Eagle-Picher Industries, Inc. v. U.S.

Decision Date25 June 1991
Docket NumberEAGLE-PICHER,Nos. 90-5098,90-5105 and 90-5128,s. 90-5098
Citation937 F.2d 625
Parties, 290 U.S.App.D.C. 307, 60 USLW 2026 INDUSTRIES, INC., Appellant, v. UNITED STATES of America. GAF CORPORATION, Appellant, v. UNITED STATES of America. UNR INDUSTRIES, INC., UNARCO Industries, Inc., Appellants, v.
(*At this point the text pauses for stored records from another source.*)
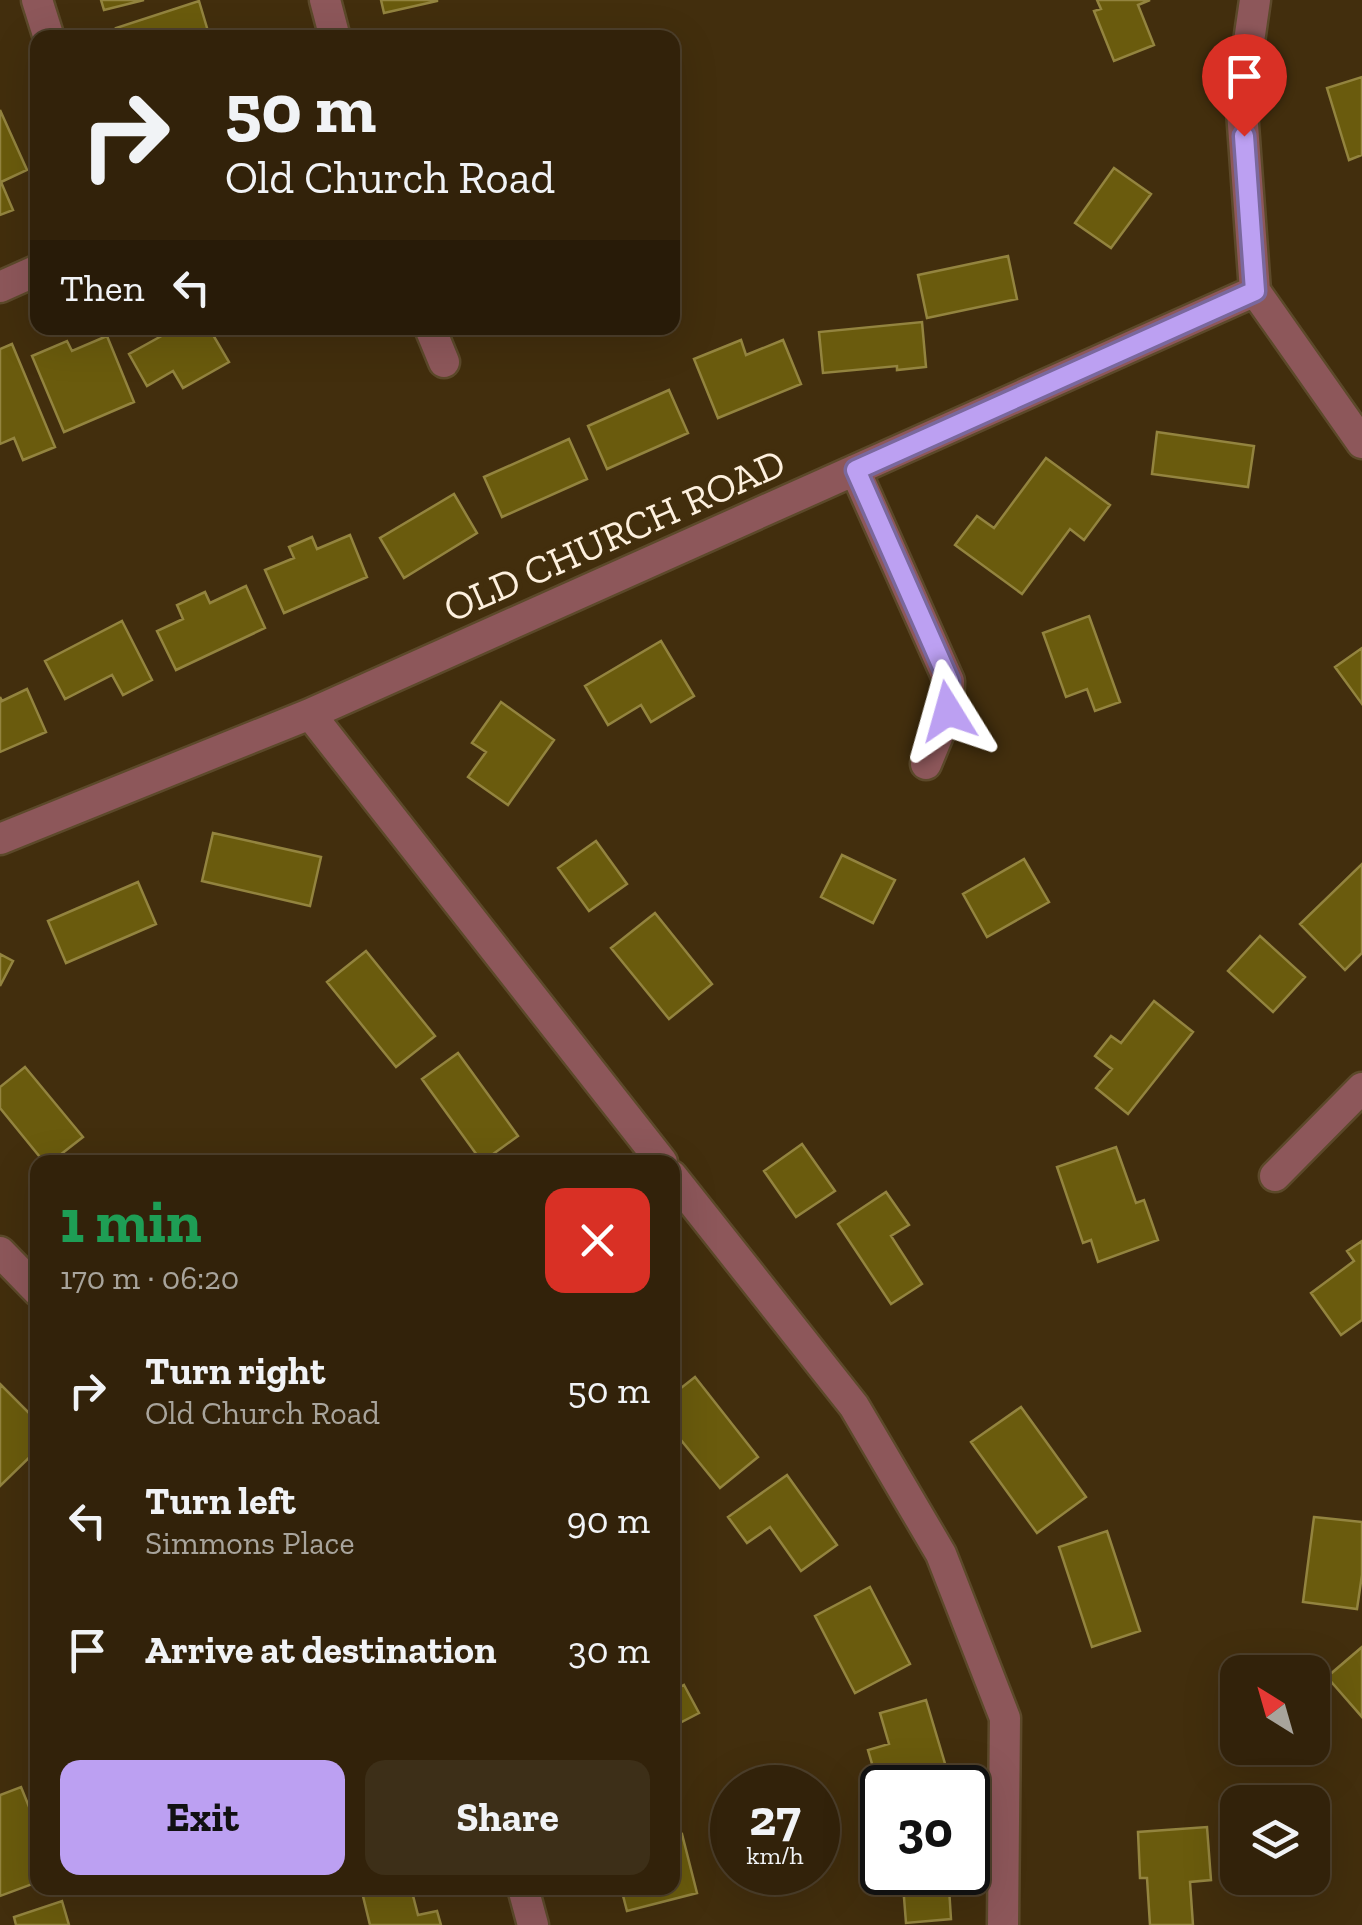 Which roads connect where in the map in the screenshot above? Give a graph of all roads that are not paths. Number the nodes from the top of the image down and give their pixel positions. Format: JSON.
{"nodes":[{"id":1,"x":37,"y":0,"type":"edge"},
{"id":2,"x":325,"y":0,"type":"edge"},
{"id":3,"x":1255,"y":0,"type":"edge"},
{"id":4,"x":46,"y":30,"type":"edge"},
{"id":5,"x":333,"y":30,"type":"edge"},
{"id":6,"x":30,"y":274,"type":"edge"},
{"id":7,"x":0,"y":287,"type":"edge"},
{"id":8,"x":1255,"y":291,"type":"junction"},
{"id":9,"x":433,"y":335,"type":"edge"},
{"id":10,"x":444,"y":362,"type":"dead end"},
{"id":11,"x":1362,"y":443,"type":"edge"},
{"id":12,"x":856,"y":470,"type":"junction"},
{"id":13,"x":310,"y":714,"type":"junction"},
{"id":14,"x":926,"y":764,"type":"dead end"},
{"id":15,"x":0,"y":839,"type":"edge"},
{"id":16,"x":1362,"y":1088,"type":"edge"},
{"id":17,"x":656,"y":1155,"type":"edge"},
{"id":18,"x":1274,"y":1176,"type":"dead end"},
{"id":19,"x":680,"y":1186,"type":"edge"},
{"id":20,"x":0,"y":1252,"type":"edge"},
{"id":21,"x":30,"y":1283,"type":"edge"},
{"id":22,"x":525,"y":1895,"type":"edge"},
{"id":23,"x":532,"y":1925,"type":"edge"},
{"id":24,"x":1003,"y":1925,"type":"edge"}],
"edges":[{"from":1,"to":4,"type":"street"},
{"from":2,"to":5,"type":"street"},
{"from":3,"to":8,"type":"street"},
{"from":6,"to":7,"type":"street"},
{"from":8,"to":11,"type":"street"},
{"from":8,"to":12,"type":"street","name":"OLD CHURCH ROAD"},
{"from":9,"to":10,"type":"street"},
{"from":12,"to":13,"type":"street","name":"OLD CHURCH ROAD"},
{"from":12,"to":14,"type":"street"},
{"from":13,"to":15,"type":"street","name":"OLD CHURCH ROAD"},
{"from":13,"to":17,"type":"street"},
{"from":16,"to":18,"type":"street"},
{"from":19,"to":24,"type":"street"},
{"from":20,"to":21,"type":"street"},
{"from":22,"to":23,"type":"street"}]}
UNITED STATES of America.
CourtU.S. Court of Appeals — District of Columbia Circuit

Appeals from the United States District Court for the District of Columbia (Civil Action Nos. 84-01360, 83-01322 and 87-02521).

Sidney S. Rosdeitcher, New York City, for appellant GAF Corp., in No. 90-5105.
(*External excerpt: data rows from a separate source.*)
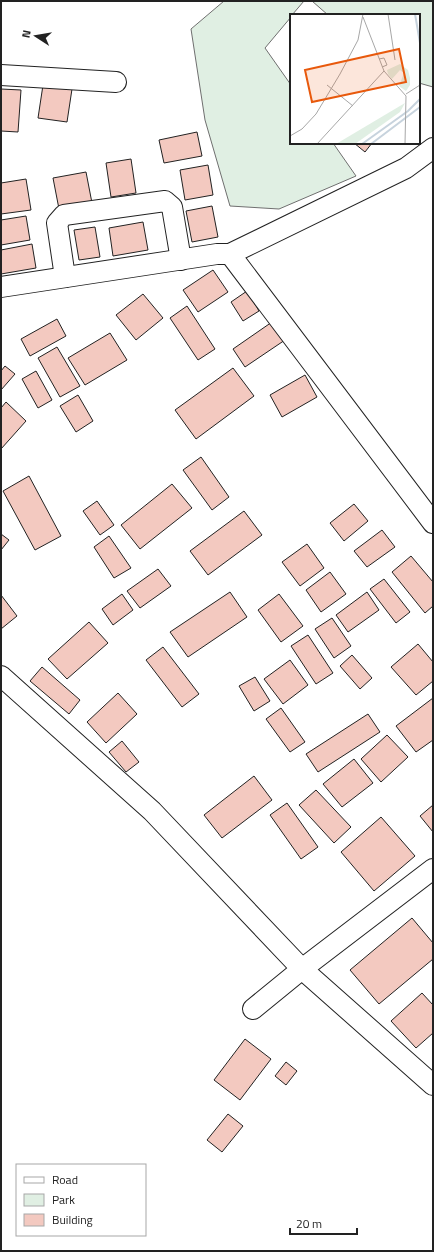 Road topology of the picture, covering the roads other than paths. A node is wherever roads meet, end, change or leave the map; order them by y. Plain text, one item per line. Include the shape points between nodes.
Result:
1 (1, 75) edge
2 (116, 82) dead end
3 (433, 148) edge
4 (230, 254) junction
5 (181, 260) junction
6 (65, 277) junction
7 (1, 287) edge
8 (433, 523) edge
9 (4, 684) edge
10 (433, 869) edge
11 (302, 969) junction
12 (253, 1010) dead end
13 (433, 1085) edge

1 - 2 street
3 - 4 street via 406,168
4 - 5 street
4 - 8 street
5 - 6 street
5 - 6 street via 172,207 165,201 64,215 57,223
6 - 7 street
9 - 11 street via 152,811
10 - 11 street
11 - 12 street
11 - 13 street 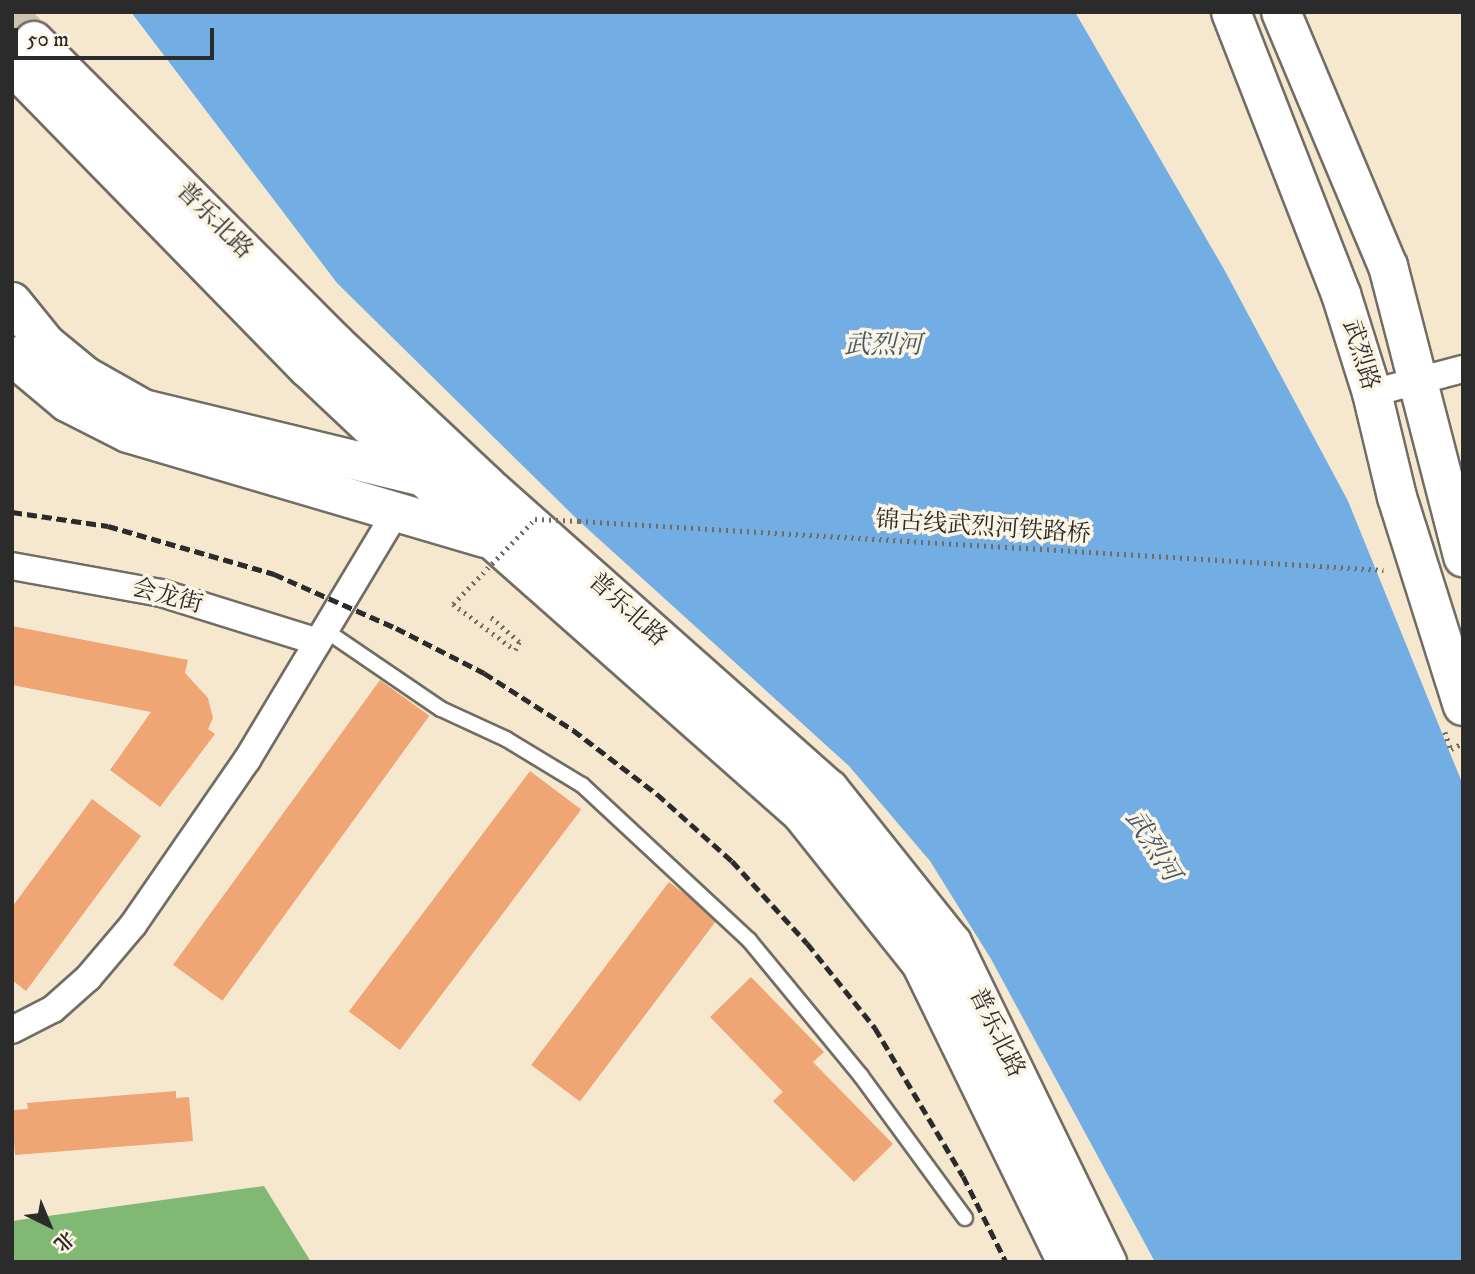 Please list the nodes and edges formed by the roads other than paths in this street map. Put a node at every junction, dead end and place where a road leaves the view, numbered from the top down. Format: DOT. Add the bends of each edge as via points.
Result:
graph roads {
  1 [pos="1231,12"];
  2 [pos="1281,12"];
  3 [pos="23,53"];
  4 [pos="12,302"];
  5 [pos="12,356"];
  6 [pos="1463,369"];
  7 [pos="1420,382"];
  8 [pos="1372,393"];
  9 [pos="425,477"];
  10 [pos="503,499"];
  11 [pos="396,512"];
  12 [pos="493,540"];
  13 [pos="1463,557"];
  14 [pos="12,566"];
  15 [pos="322,636"];
  16 [pos="1463,706"];
  17 [pos="12,1030"];
  18 [pos="965,1218"];
  19 [pos="1067,1262"];
  20 [pos="1107,1262"];
  1 -- 8 [label="main road, 武烈路" via="1341,294"];
  2 -- 7 [label="main road, 武烈路" via="1388,266"];
  3 -- 9 [label="main road, 普乐北路" via="308,368"];
  3 -- 10 [label="main road, 普乐北路"];
  4 -- 9 [label="main road" via="46,344 85,376 143,409"];
  5 -- 11 [label="main road" via="67,402 128,433"];
  6 -- 7 [label="street"];
  7 -- 8 [label="street"];
  7 -- 13 [label="main road, 武烈路"];
  8 -- 16 [label="main road, 武烈路" via="1401,510"];
  9 -- 10 [label="main road"];
  9 -- 12 [label="main road, 普乐北路"];
  10 -- 20 [label="main road, 普乐北路" via="829,789 952,943"];
  11 -- 12 [label="main road"];
  11 -- 15 [label="street"];
  12 -- 19 [label="main road, 普乐北路" via="802,814 921,963"];
  14 -- 15 [label="street, 会龙街" via="161,593"];
  15 -- 17 [label="street" via="247,760 133,925 62,1001"];
  15 -- 18 [label="lane" via="441,709 506,738 582,785 749,940 861,1076"];
}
Paul G. Gaston, with whom Joe G. Hollingsworth was on the brief, Washington, D.C., for appellants Eagle-Picher Industries, Inc. and UNR Industries, Inc., in Nos. 90-5098 and 90-5128.

David S. Fishback, Asst. Director, Torts Branch, Dept. of Justice, with whom Stuart M. Gerson, Asst. Atty. Gen., Jay B. Stephens, U.S. Atty., and J. Patrick Glynn, Director, Torts Branch, Dept. of Justice, were on the brief, Washington, D.C., for appellee, in Nos. 90-5098, 90-5105 and 90-5128.

Before WALD, RUTH B. GINSBURG and THOMAS, Circuit Judges.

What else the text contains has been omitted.